第31回騒音対策委員会発言要旨
成田空港から郷土とくらしを守る会
1.「成田空港を軍事的に利用しない」という約束を守る事
自衛隊イラク派遣部隊の先遣隊が成田空港から出発したが、これは明白な「軍事的利用」であり、「通常の商行為」とは言えない。今回の事態は1972年に結ばれた本会他2団体と空港公団との「航空公害に関する覚書」や、日本山妙法寺と国・空港公団・千葉県との間に結ばれた「平和塔遷座のための取極書」に違反している。国会に提出される有事関連法によると、成田空港と空域は丸ごと軍事利用されると言われるが、約束では「安保条約およぴこれに基づく地位協定の存在にもかかわらず、これを軍事的に利用することは絶対に認めない。」としている。今後、このような約束違反を行わない事。
2.騒音評価を「機数補正」から「騒音値補正」に変更する事
騒音評価値のWECPNLで逆転現象が起こった事は広く知られている。国では5年をめどに検討中との事であるが、WECPNLの計算方式を日本式の「機数補正」から、かってICAOが勧告した「騒音値補正」に変えれば逆転は起こらない。これを直ちに実施すべきである。また、抜本的改正にあたっては住民の被害感覚に合致した評価値を採用すべきである。
3.環境基準を早期に達成し、達成できない75WECPNLから70WECPNLの地域に対して民家防音対策を講じる事
環境基準の達成期限を20年近く過ぎても成田空港周辺の達成率は50%以下である。県内の基地飛行場周辺と比べても達成率が著しく低い。1日も早く達成して欲しい。特に、75WECPNL未満、70WECPNL以上の地域で環境基準を達成していない所には民家防音をC工法以上で実施すべきである。
4.民営化に関する「四者協定」の継続協議を早く開始する事
周辺自治体や住民は「空港公団民営化で周辺対策の充実が難しくなるのではないか。」との恐れを抱いている。民営化に関する「四者協定」でも充実の部分は先送りされた。完全民営化まで後3年と言われるが、積み残しの問題に関する協議を早く始めて十分に議論すべきだ。
5.暫定平行滑走路の北側への再延伸は行わない事
総裁は平行滑走路の2500m化問題で結論を今年中にも出す旨の発言を繰り返している。その中で、北側への再度の延伸も視野に入れているとしているが、北側に再延伸した場合、北側地域の騒音が激しくなる。これは、本来の計画にないもので、住民にとっては迷惑以外の何者でもない。また、北側に再延伸しても誘導路問題などで機能が制限を受けるし、北側の百里空域との関係で安全性に疑問がある。2500m化は本来計画で行うべきである。
6.需要予測の過剰な見積もりは行わない事
平成13年度の国土交通白書を見ると成田空港の需要予測で「発着回数が22万回に達するのは2015年」としている。ところが、平成14年度の同じ白書では「発着回数が2010年には22万回に達する」としている。たった1年で5年も繰り上げられているのはどうしてか。これは、平行滑走路の2500m化や羽田空港再拡張を正当化するための水増しではないのか。現状を見ても、このように伸びてはいない。過剰な見積もりはするな。
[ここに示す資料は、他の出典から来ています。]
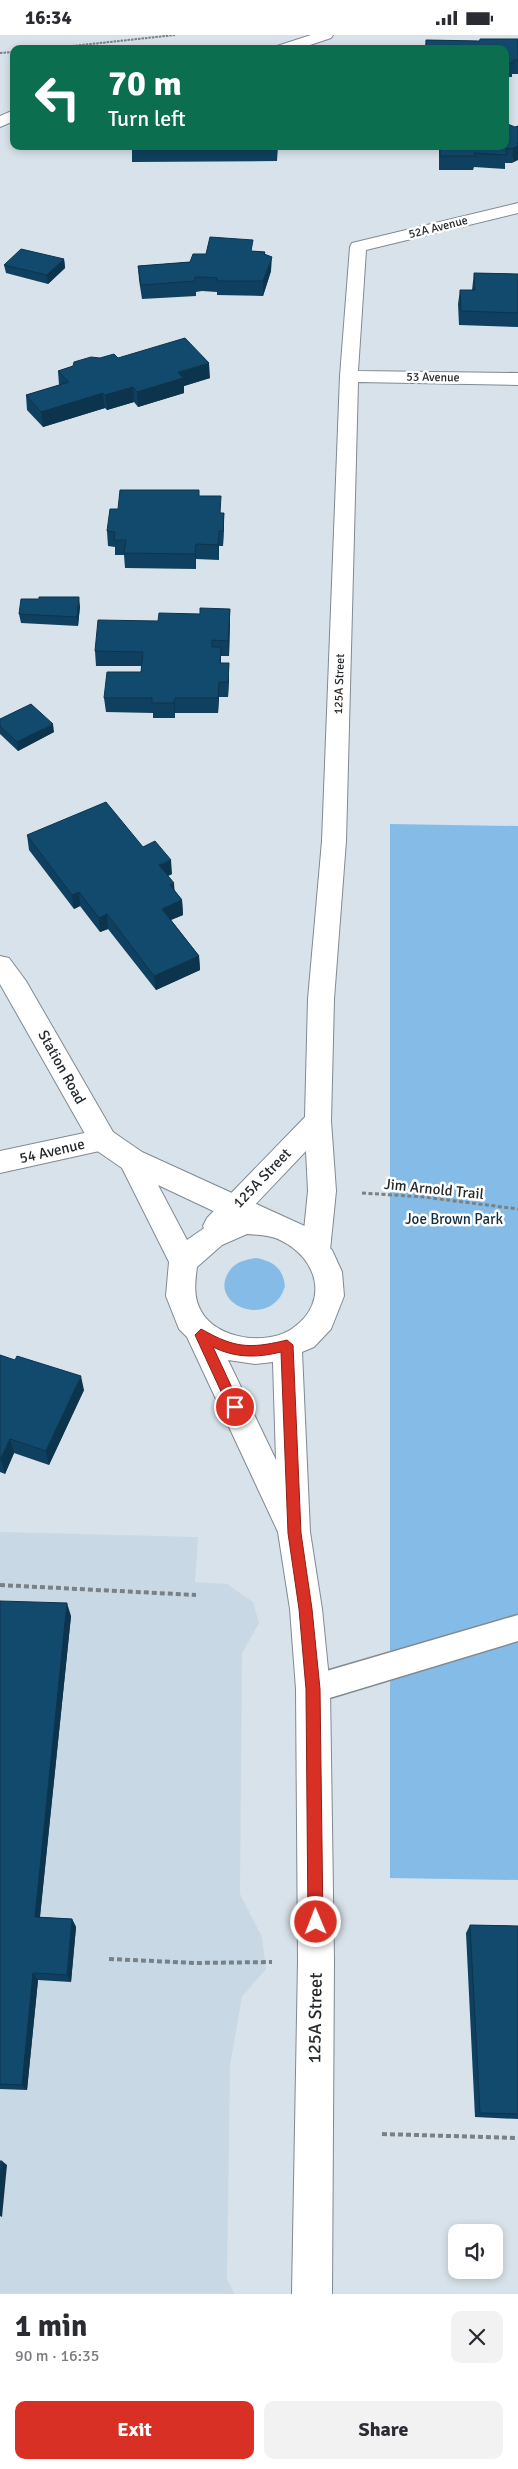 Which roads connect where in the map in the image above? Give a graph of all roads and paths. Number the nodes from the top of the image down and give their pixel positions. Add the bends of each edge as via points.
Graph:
1 (175, 35) edge
2 (326, 35) edge
3 (81, 45) edge
4 (295, 45) edge
5 (518, 208) edge
6 (358, 247) joint
7 (349, 376) junction
8 (518, 379) edge
9 (0, 965) edge
10 (318, 1121) junction
11 (103, 1140) junction
12 (132, 1160) junction
13 (0, 1162) edge
14 (358, 1193) dead end
15 (234, 1207) junction
16 (518, 1209) edge
17 (271, 1224) junction
18 (208, 1237) junction
19 (316, 1251) junction
20 (183, 1262) junction
21 (201, 1335) junction
22 (287, 1345) junction
23 (294, 1533) junction
24 (0, 1585) edge
25 (196, 1595) dead end
26 (518, 1628) edge
27 (313, 1689) junction
28 (109, 1959) dead end
29 (278, 1962) dead end
30 (382, 2134) dead end
31 (518, 2138) edge
32 (312, 2294) edge

1 - 3 path
2 - 4 street
5 - 6 street, 52A Avenue
6 - 7 street, 125A Street
7 - 8 street, 53 Avenue
7 - 10 street, 125A Street via 334,841 320,999
9 - 11 street, Station Road via 17,987
10 - 15 street, 125A Street
10 - 19 street, 125A Street via 322,1191
11 - 12 street, Station Road
11 - 13 street, 54 Avenue
12 - 15 street, Station Road
12 - 20 street, Station Road
14 - 16 path, Jim Arnold Trail via 424,1197
15 - 17 street, Station Road
15 - 18 street, 125A Street
17 - 18 street via 247,1222 228,1226
17 - 19 street via 298,1234
18 - 20 street
19 - 22 street via 326,1265 330,1285 328,1303 319,1322 304,1336
20 - 21 street via 181,1296 188,1317
21 - 22 street via 242,1351 263,1351
21 - 23 street, 125A Street
22 - 23 street, 125A Street
23 - 27 street, 125A Street via 306,1609
24 - 25 path
26 - 27 lane
27 - 32 street, 125A Street via 316,1961
28 - 29 path
30 - 31 path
7.成田財特法の適用範囲を広げ、新規事業も採択する事
成田財特法が延長された事は関係各位の努力の結果と感謝しているが、残念なのは対象となる事業が大幅に制限されてしまった事である。成田空港周辺地域の生活基盤整備は騒音への見返りであり、共生の具現化である。新規事業の採択を働きかけて欲しい。
8.物流業者の進出に対応する周辺地域の道路整備と交通安全対策を至急行う事
成田空港周辺に物流業者の保税倉庫などが林立している。これは、地元自治体にとって税収面では歓迎すべき現象である。しかし、昔ながらの農村地帯に大型貨物車が入り込む事により、交通安全上の危険がましている。大型貨物車と周辺住民が安全に共存できるような道路整備や交通規制は緊急な課題である。対策をお願いする。